Stress is the driving theme of our culture. It often feels like no matter what I do, where I go, or who I’m with, there’s at the very least a vague anxiety pecking away at my brain. It’s never to the point where I think I need to be treated for some chemical imbalance, but it often feels like there’s this invisible, noxious fume in the air that contaminates every potentially enjoyable experience and discolors it slightly. I’m not an unhappy person — in fact, there’s quite a bit in my life to be happy about right now — so it’s frustrating to continually be haunted by this feeling that my feet are about to be kicked out from under me, without being able to pinpoint why, other than that society at large, and my generation in particular, has become subject to this omnipresent malaise. I could certainly wax eloquent about where I think this comes from, but that’s beside the point.

Whatever the reasons we tend to feel this way en masse, Big Mood channels these sentiments in an unexpectedly animated way — rather than approaching the subject with a dull gravitas to match the weight that all this stress invariably dumps on us, Big Mood is an energetic display of sarcasm, self-deprecation and reclusive wit that could almost be called “fun”, in the same way that getting so fed up with everything that you just have to laugh at it could be misinterpreted as you having “fun” by someone not in on the tension of the moment themselves. Yes, Moonpie’s dextrous editing does a lot for this video — there’s so much going on at every moment, whether it’s savvy lyric sync or nimble internal sync or just fantastic scene selection that lightens the mood (and more often than not, some combination of each of these), that the walls never quite close in like you might expect. The drama is kept at bay, if only just.

I wouldn’t call this a “happy” video, but its relatability can still put a grim smile on your face — awkward social interactions, falling into bed and gazing numbly at the ceiling while the room spins around you, staying up to ungodly hours of the morning staring at your computer screen…who among us hasn’t experienced one or more of these things in the last week, let alone the last month? And are these things reactions to stress, or causes of it? When you’re in the middle of it all, that line becomes a blurry smudge, a feedback loop of unhealthy habits and self-effacing turbulence. Big Mood is self-aware enough to be able to poke fun at all this, and maybe suggest that we stop taking ourselves so damn seriously, even as it acknowledges the overarching uneasiness that permeates every nook and cranny of our lives.
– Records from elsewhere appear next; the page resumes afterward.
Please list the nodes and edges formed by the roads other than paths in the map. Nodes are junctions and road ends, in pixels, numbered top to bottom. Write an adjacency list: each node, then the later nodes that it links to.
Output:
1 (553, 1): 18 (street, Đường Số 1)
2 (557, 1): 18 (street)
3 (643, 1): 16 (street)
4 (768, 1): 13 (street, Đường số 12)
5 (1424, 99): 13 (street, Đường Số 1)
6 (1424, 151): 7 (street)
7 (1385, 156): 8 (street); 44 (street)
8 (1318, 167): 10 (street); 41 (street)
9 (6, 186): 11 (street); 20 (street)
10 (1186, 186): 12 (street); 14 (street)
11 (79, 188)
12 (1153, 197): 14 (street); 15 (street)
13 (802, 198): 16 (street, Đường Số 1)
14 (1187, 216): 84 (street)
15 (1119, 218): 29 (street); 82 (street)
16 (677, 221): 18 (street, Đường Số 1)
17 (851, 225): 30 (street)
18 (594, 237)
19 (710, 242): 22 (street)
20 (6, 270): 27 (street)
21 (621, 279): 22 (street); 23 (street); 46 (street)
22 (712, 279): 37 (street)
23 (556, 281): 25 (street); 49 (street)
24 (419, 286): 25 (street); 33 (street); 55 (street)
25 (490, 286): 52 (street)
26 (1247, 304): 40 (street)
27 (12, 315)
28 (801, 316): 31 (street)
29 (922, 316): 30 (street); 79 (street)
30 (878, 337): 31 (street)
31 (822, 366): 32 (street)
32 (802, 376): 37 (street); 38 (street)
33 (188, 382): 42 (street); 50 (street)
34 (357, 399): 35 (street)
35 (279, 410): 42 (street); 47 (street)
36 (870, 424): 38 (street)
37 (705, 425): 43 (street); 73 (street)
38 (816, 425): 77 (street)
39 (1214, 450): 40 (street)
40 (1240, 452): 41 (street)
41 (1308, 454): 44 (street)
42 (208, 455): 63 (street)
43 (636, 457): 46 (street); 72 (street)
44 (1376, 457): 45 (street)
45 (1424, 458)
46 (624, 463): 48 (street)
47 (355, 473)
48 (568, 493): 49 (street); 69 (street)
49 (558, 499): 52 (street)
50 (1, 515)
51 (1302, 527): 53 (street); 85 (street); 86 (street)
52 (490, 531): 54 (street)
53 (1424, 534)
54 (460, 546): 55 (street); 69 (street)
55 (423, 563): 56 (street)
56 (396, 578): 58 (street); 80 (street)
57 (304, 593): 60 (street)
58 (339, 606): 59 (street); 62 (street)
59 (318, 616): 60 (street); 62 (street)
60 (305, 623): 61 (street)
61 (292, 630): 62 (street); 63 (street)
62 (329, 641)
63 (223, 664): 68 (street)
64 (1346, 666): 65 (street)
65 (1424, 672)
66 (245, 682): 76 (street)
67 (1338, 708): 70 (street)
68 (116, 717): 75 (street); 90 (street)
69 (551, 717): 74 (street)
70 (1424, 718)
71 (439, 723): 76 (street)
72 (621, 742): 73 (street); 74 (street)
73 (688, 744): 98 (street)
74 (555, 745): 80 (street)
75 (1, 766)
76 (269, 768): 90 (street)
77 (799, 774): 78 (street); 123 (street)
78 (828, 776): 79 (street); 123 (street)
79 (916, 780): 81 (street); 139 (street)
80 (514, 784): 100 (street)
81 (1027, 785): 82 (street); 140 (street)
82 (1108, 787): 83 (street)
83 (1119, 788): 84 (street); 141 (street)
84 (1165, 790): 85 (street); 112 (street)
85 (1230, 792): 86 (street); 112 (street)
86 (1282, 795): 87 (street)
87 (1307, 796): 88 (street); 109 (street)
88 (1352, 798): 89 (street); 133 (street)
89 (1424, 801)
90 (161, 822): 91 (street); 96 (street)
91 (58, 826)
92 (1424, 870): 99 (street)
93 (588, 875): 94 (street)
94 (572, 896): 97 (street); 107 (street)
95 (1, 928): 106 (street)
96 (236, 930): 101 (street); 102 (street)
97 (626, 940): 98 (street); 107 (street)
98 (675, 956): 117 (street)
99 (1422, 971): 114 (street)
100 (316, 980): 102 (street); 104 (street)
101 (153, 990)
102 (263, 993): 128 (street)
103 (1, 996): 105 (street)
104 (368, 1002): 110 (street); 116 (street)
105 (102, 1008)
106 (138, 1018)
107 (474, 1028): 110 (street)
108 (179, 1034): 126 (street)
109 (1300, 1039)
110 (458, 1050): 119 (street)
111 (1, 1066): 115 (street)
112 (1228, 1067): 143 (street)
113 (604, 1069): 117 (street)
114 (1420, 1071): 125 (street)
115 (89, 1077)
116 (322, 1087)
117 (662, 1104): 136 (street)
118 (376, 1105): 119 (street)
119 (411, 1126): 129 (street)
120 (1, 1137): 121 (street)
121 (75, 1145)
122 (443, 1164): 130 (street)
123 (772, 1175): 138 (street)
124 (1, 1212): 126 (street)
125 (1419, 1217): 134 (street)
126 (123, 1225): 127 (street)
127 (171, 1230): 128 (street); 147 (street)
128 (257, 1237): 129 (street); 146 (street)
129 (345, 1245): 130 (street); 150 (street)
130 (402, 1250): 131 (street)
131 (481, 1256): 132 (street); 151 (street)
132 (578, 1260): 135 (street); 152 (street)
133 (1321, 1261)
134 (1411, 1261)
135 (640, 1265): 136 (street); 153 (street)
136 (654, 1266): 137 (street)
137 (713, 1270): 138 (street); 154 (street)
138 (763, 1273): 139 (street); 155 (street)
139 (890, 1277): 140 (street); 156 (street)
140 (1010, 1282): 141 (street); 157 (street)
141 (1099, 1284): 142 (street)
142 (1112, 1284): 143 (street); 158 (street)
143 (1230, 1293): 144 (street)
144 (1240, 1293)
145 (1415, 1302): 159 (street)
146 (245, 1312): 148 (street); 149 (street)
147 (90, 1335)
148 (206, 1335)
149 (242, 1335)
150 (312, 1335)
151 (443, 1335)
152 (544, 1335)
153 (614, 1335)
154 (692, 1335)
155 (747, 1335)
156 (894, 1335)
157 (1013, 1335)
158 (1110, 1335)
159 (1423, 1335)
Maybe this video isn’t the antidote to all this baggage, but it can certainly, if only temporarily, lighten the load.

2. TroubleClef — Laundry Day

Anime: Fruits Basket (2019)
Song: “Marjorie” by Taylor Swift

As I am writing these words, having just watched this video to help me figure them out, my son is napping in my and my wife’s bed. I have the baby monitor right by my computer screen, and I can see his little feet peeking around a huge pillow that’s blocking most of the camera’s view. He is the most precious thing in my life, save maybe my wife (and if not, well, it’s a tie), and he makes me so happy I could burst. Parenthood has radically changed a lot of the way I view the world, and I have spent more time than I care to admit thinking about what would happen if I or his mother were to suddenly die while he is still young — would he remember us? Who would he grow up to be if only one of us (or, God forbid, neither of us) was around to raise him?
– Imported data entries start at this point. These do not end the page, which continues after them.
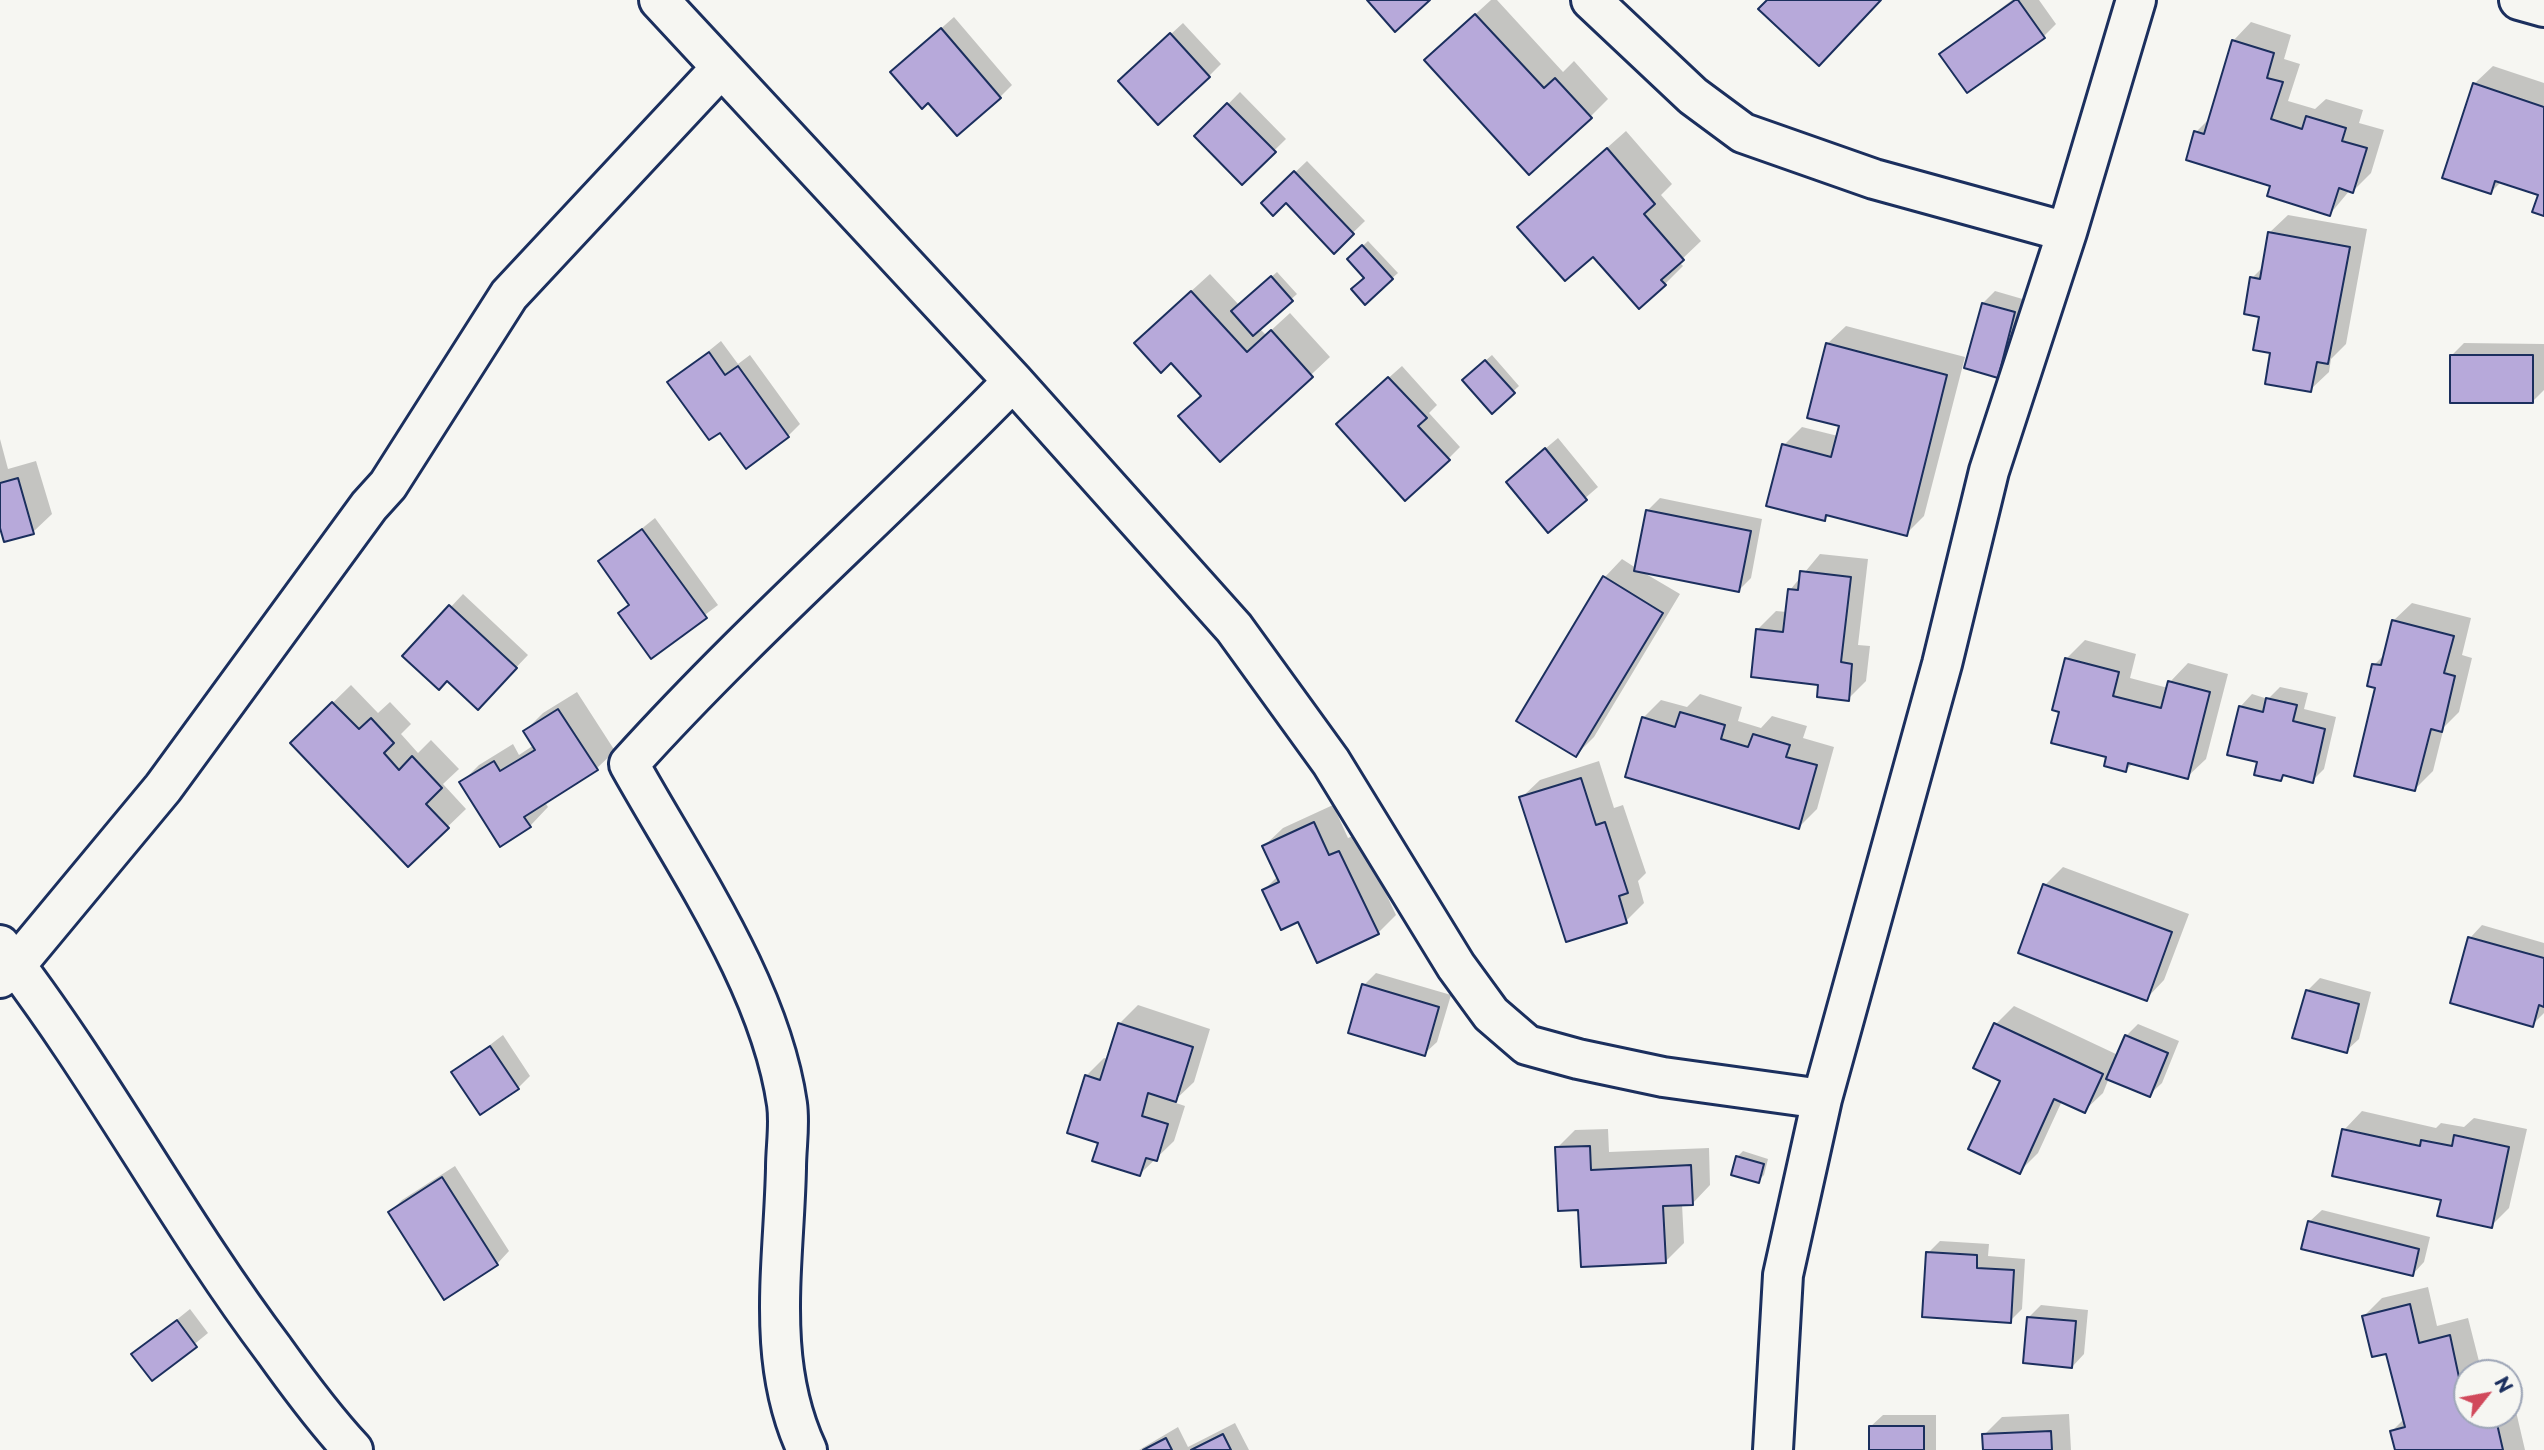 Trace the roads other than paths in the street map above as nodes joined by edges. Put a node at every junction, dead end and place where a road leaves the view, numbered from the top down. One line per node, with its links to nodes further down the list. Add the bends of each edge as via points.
1 (659, 0): 6 (street)
2 (1591, 0): 7 (street, via 1693,96 1743,133 1874,179)
3 (2136, 0): 7 (street)
4 (2519, 0): 5 (street)
5 (2544, 7)
6 (721, 68): 8 (street); 9 (street, via 509,295 388,485 163,788)
7 (2067, 232): 10 (street, via 1989,471 1942,664)
8 (1013, 381): 10 (street, via 1234,628 1331,762 1455,966 1491,1014 1527,1045 1578,1059 1663,1077); 12 (street, via 923,473 807,579 629,765 748,978 774,1045 787,1107 779,1335 792,1418)
9 (5, 963): 11 (street)
10 (1822, 1099): 13 (street, via 1783,1275)
11 (337, 1441)
12 (807, 1450)
13 (1773, 1450)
These are haunting thoughts. His mother and I have taken so many pictures and videos of ourselves with him in his brief eight-month stay on this planet that there would be no shortage of images he could treasure once he got old enough to understand, but I can’t help but think there would always be some gap that he’d always have to live with — an absence that could never truly be filled in any meaningful sense. This is why I never miss an opportunity to tell him I love him, to hold him in my arms when he reaches for me, to let him study my face and touch it with his tiny hands and give me these goofy, sloppy open-mouthed kisses; this is why I don’t get annoyed when my wife sings the same five songs over and over to him when he’s being fussy, and why his usual preferences for her over me in certain situations don’t bug me. Maybe, just maybe all this interaction will imprint itself into him on a deep level, should the unthinkable ever happen.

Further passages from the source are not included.